EXERCISE.
Leaving out all images, return the entries below exactly.

PROVIDED RECORDS.
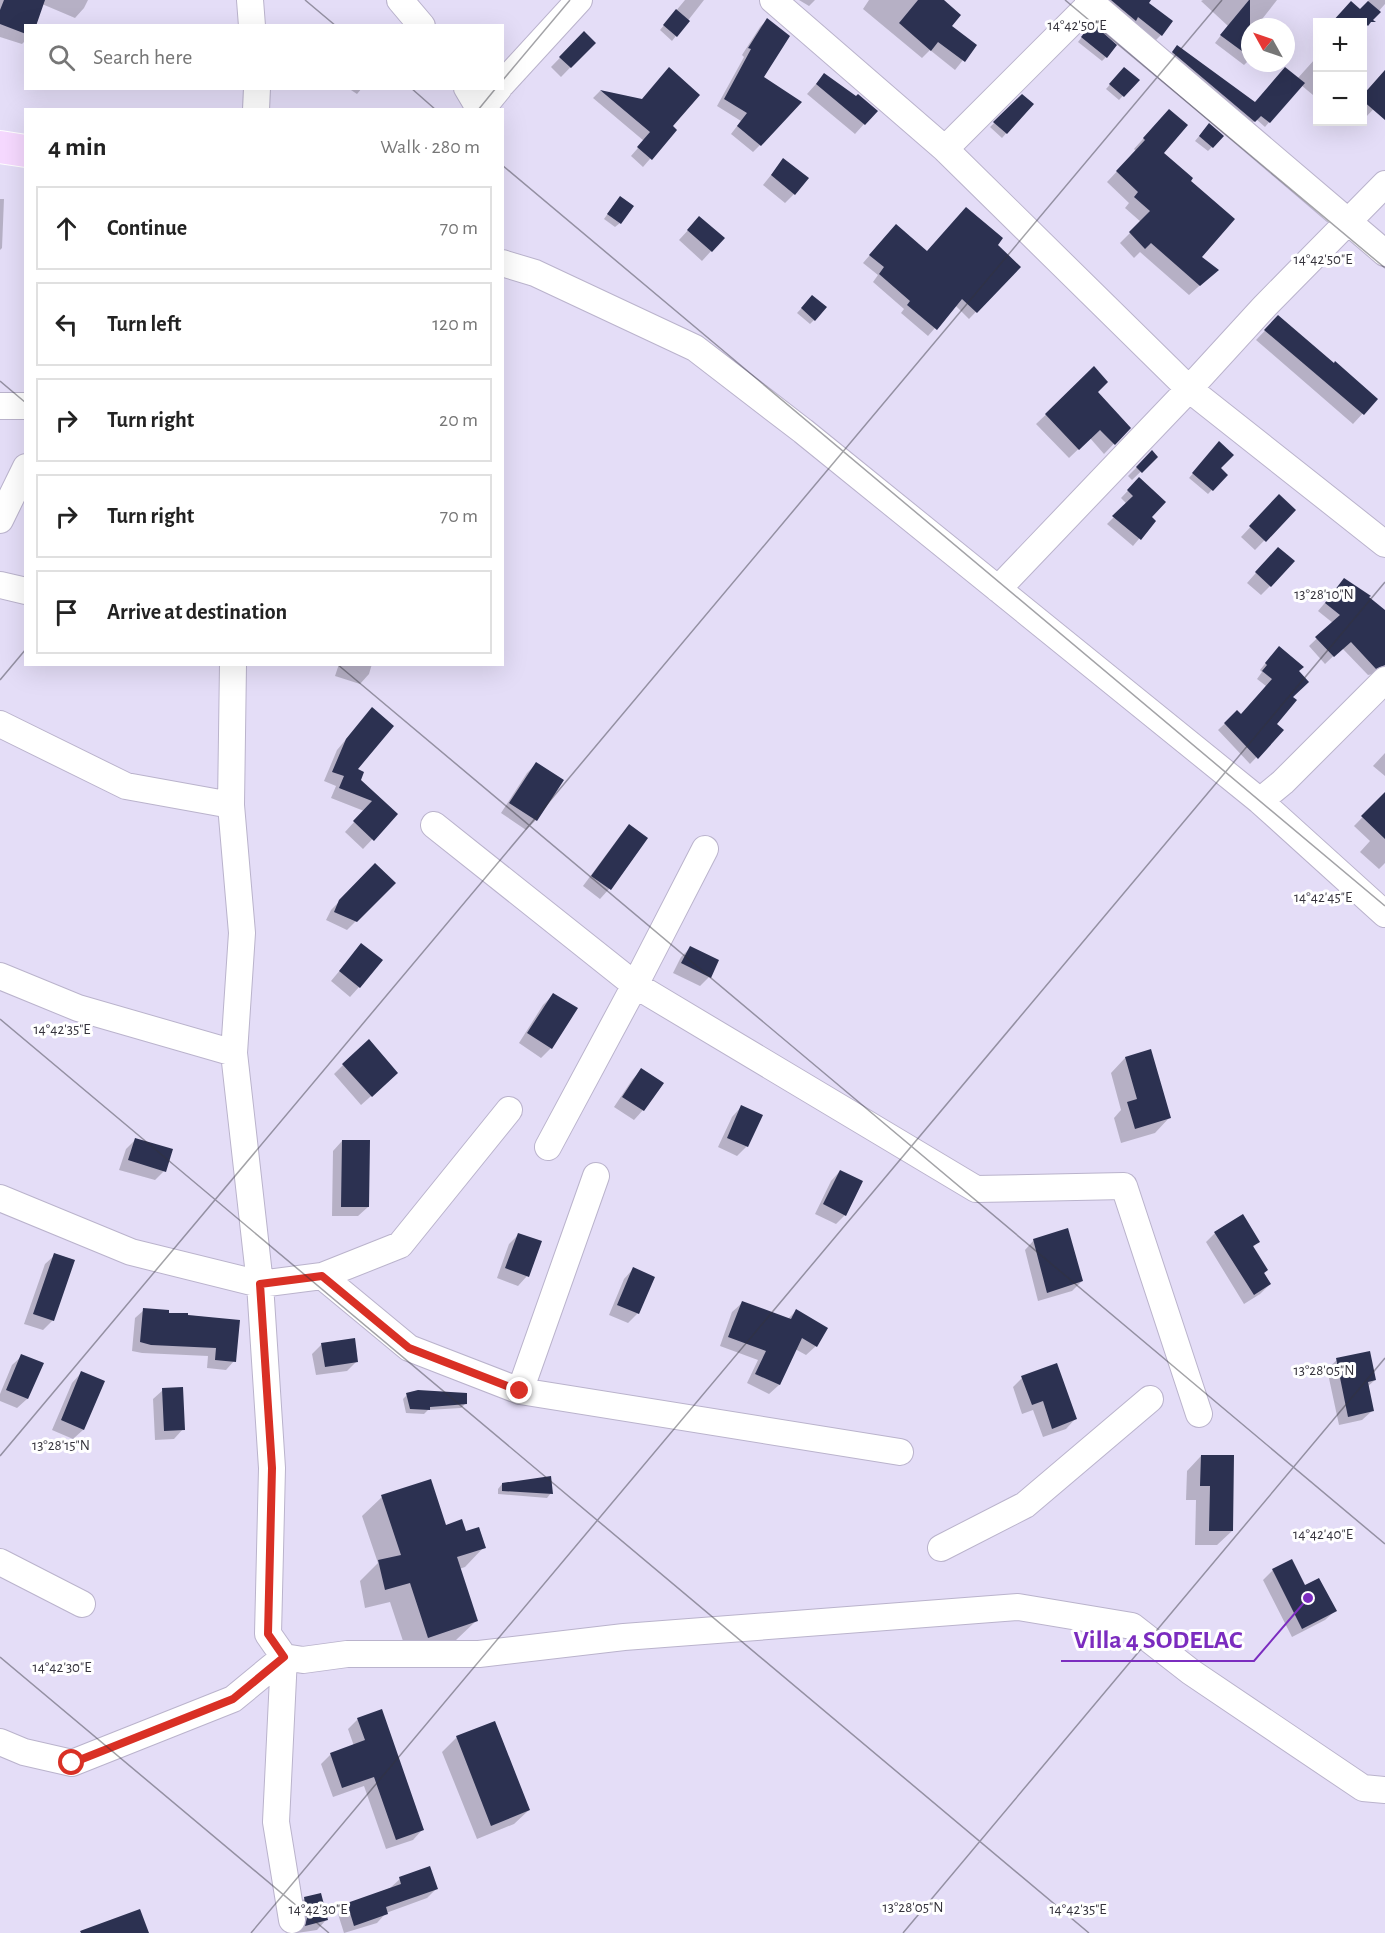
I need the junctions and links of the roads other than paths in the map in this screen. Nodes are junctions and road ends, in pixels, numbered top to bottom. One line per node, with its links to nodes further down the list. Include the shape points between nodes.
1 (250, 0): 6 (street)
2 (399, 0): 7 (street)
3 (579, 0): 8 (street)
4 (773, 0): 15 (street)
5 (1091, 1): 15 (street); 17 (street)
6 (252, 24)
7 (420, 24)
8 (504, 82)
9 (258, 90): 12 (street)
10 (469, 90): 13 (street)
11 (497, 90): 14 (street)
12 (256, 108)
13 (480, 108)
14 (483, 108)
15 (945, 149): 20 (street)
16 (1385, 184): 17 (street)
17 (1347, 221): 18 (street); 20 (street)
18 (1385, 253)
19 (504, 264): 27 (street, via 535,273 695,348)
20 (1189, 388): 25 (street); 27 (street)
21 (0, 406): 22 (street)
22 (24, 406)
23 (24, 470): 24 (street)
24 (0, 520)
25 (1385, 544)
26 (0, 585): 28 (street)
27 (998, 588): 32 (street)
28 (24, 591)
29 (233, 666): 33 (street)
30 (1385, 680): 32 (street)
31 (0, 723): 33 (street, via 126,786)
32 (1260, 801): 36 (street)
33 (231, 805): 39 (street, via 242,933)
34 (434, 825): 38 (street)
35 (705, 849): 38 (street)
36 (1385, 914)
37 (0, 976): 39 (street, via 78,1008)
38 (635, 985): 41 (street); 48 (street, via 976,1189 1124,1186)
39 (234, 1053): 45 (street)
40 (509, 1110): 44 (street, via 400,1245)
41 (548, 1147)
42 (597, 1176): 46 (street)
43 (0, 1198): 45 (street, via 131,1252)
44 (322, 1276): 45 (street); 46 (street, via 409,1348)
45 (260, 1284): 53 (street, via 272,1468 268,1634)
46 (520, 1391): 49 (street)
47 (1150, 1399): 50 (street, via 1025,1504)
48 (1199, 1414)
49 (900, 1452)
50 (941, 1548)
51 (0, 1562): 52 (street)
52 (82, 1604)
53 (284, 1657): 54 (street, via 233,1699 72,1763); 55 (street, via 303,1660 347,1654 479,1654 624,1637 1017,1607 1132,1626 1191,1672 1363,1788); 56 (street, via 276,1822)
54 (0, 1743)
55 (1385, 1790)
56 (292, 1920)

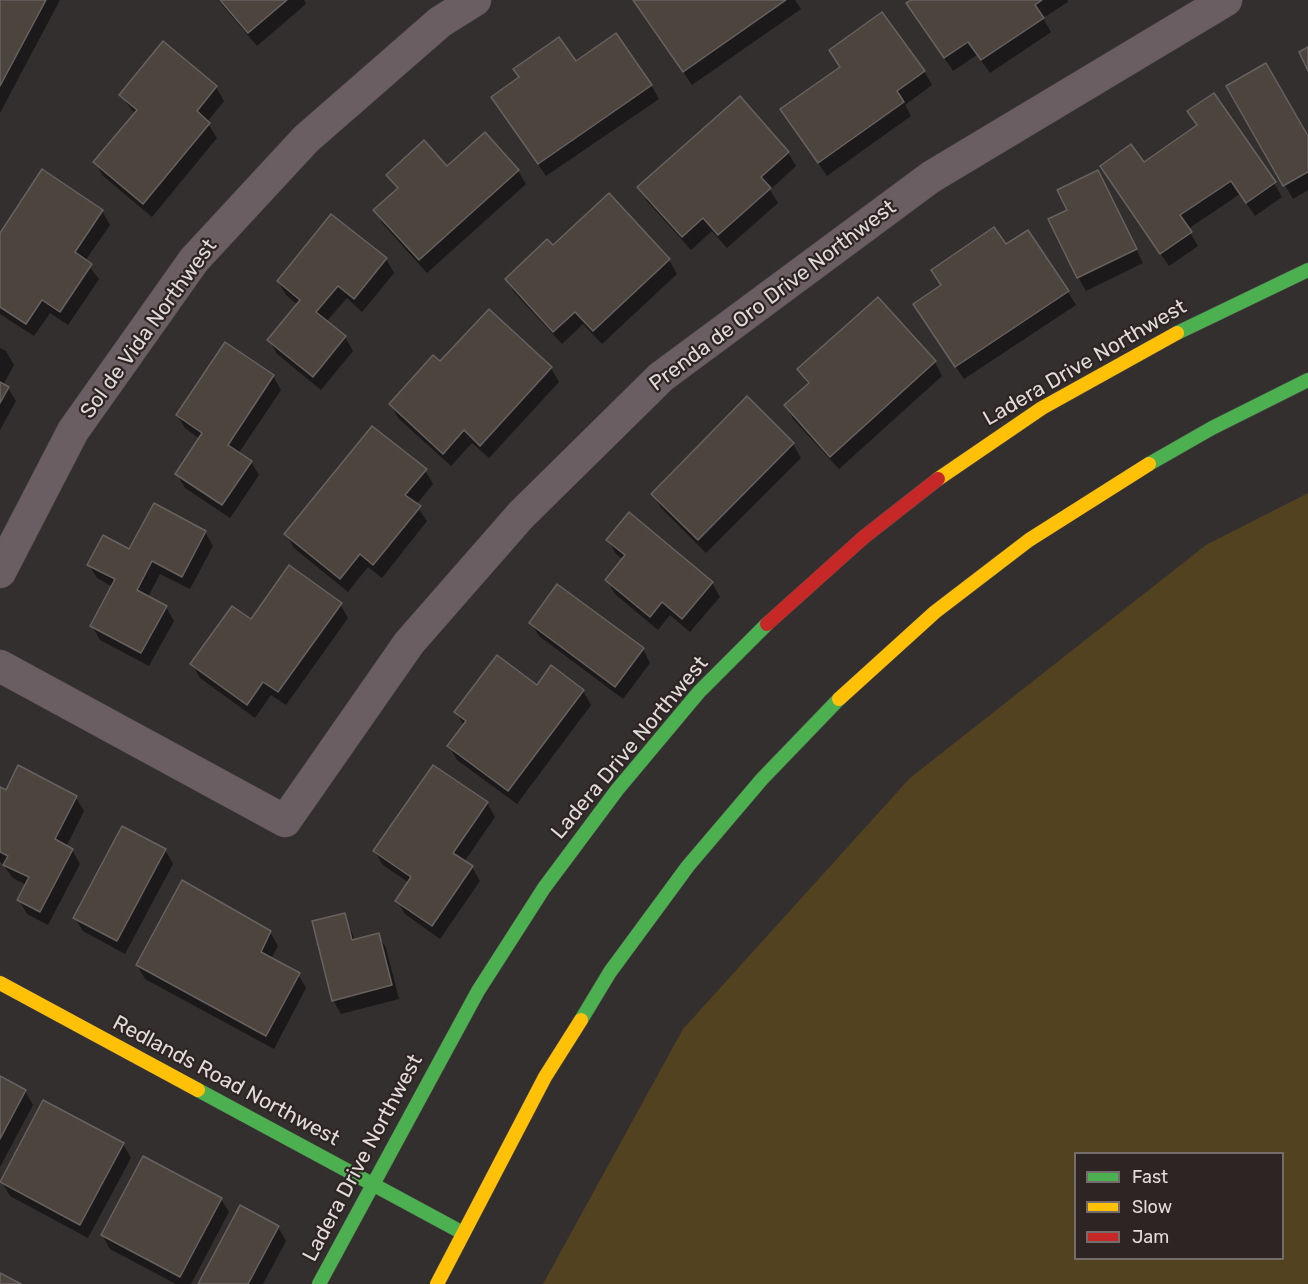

RESPONSE TO THE TASK.
I need the junctions and links of the roads other than paths in the map in this screen. Nodes are junctions and road ends, in pixels, numbered top to bottom. One line per node, with its links to nodes further down the list. Include the shape points between nodes.
1 (250, 0): 6 (street)
2 (399, 0): 7 (street)
3 (579, 0): 8 (street)
4 (773, 0): 15 (street)
5 (1091, 1): 15 (street); 17 (street)
6 (252, 24)
7 (420, 24)
8 (504, 82)
9 (258, 90): 12 (street)
10 (469, 90): 13 (street)
11 (497, 90): 14 (street)
12 (256, 108)
13 (480, 108)
14 (483, 108)
15 (945, 149): 20 (street)
16 (1385, 184): 17 (street)
17 (1347, 221): 18 (street); 20 (street)
18 (1385, 253)
19 (504, 264): 27 (street, via 535,273 695,348)
20 (1189, 388): 25 (street); 27 (street)
21 (0, 406): 22 (street)
22 (24, 406)
23 (24, 470): 24 (street)
24 (0, 520)
25 (1385, 544)
26 (0, 585): 28 (street)
27 (998, 588): 32 (street)
28 (24, 591)
29 (233, 666): 33 (street)
30 (1385, 680): 32 (street)
31 (0, 723): 33 (street, via 126,786)
32 (1260, 801): 36 (street)
33 (231, 805): 39 (street, via 242,933)
34 (434, 825): 38 (street)
35 (705, 849): 38 (street)
36 (1385, 914)
37 (0, 976): 39 (street, via 78,1008)
38 (635, 985): 41 (street); 48 (street, via 976,1189 1124,1186)
39 (234, 1053): 45 (street)
40 (509, 1110): 44 (street, via 400,1245)
41 (548, 1147)
42 (597, 1176): 46 (street)
43 (0, 1198): 45 (street, via 131,1252)
44 (322, 1276): 45 (street); 46 (street, via 409,1348)
45 (260, 1284): 53 (street, via 272,1468 268,1634)
46 (520, 1391): 49 (street)
47 (1150, 1399): 50 (street, via 1025,1504)
48 (1199, 1414)
49 (900, 1452)
50 (941, 1548)
51 (0, 1562): 52 (street)
52 (82, 1604)
53 (284, 1657): 54 (street, via 233,1699 72,1763); 55 (street, via 303,1660 347,1654 479,1654 624,1637 1017,1607 1132,1626 1191,1672 1363,1788); 56 (street, via 276,1822)
54 (0, 1743)
55 (1385, 1790)
56 (292, 1920)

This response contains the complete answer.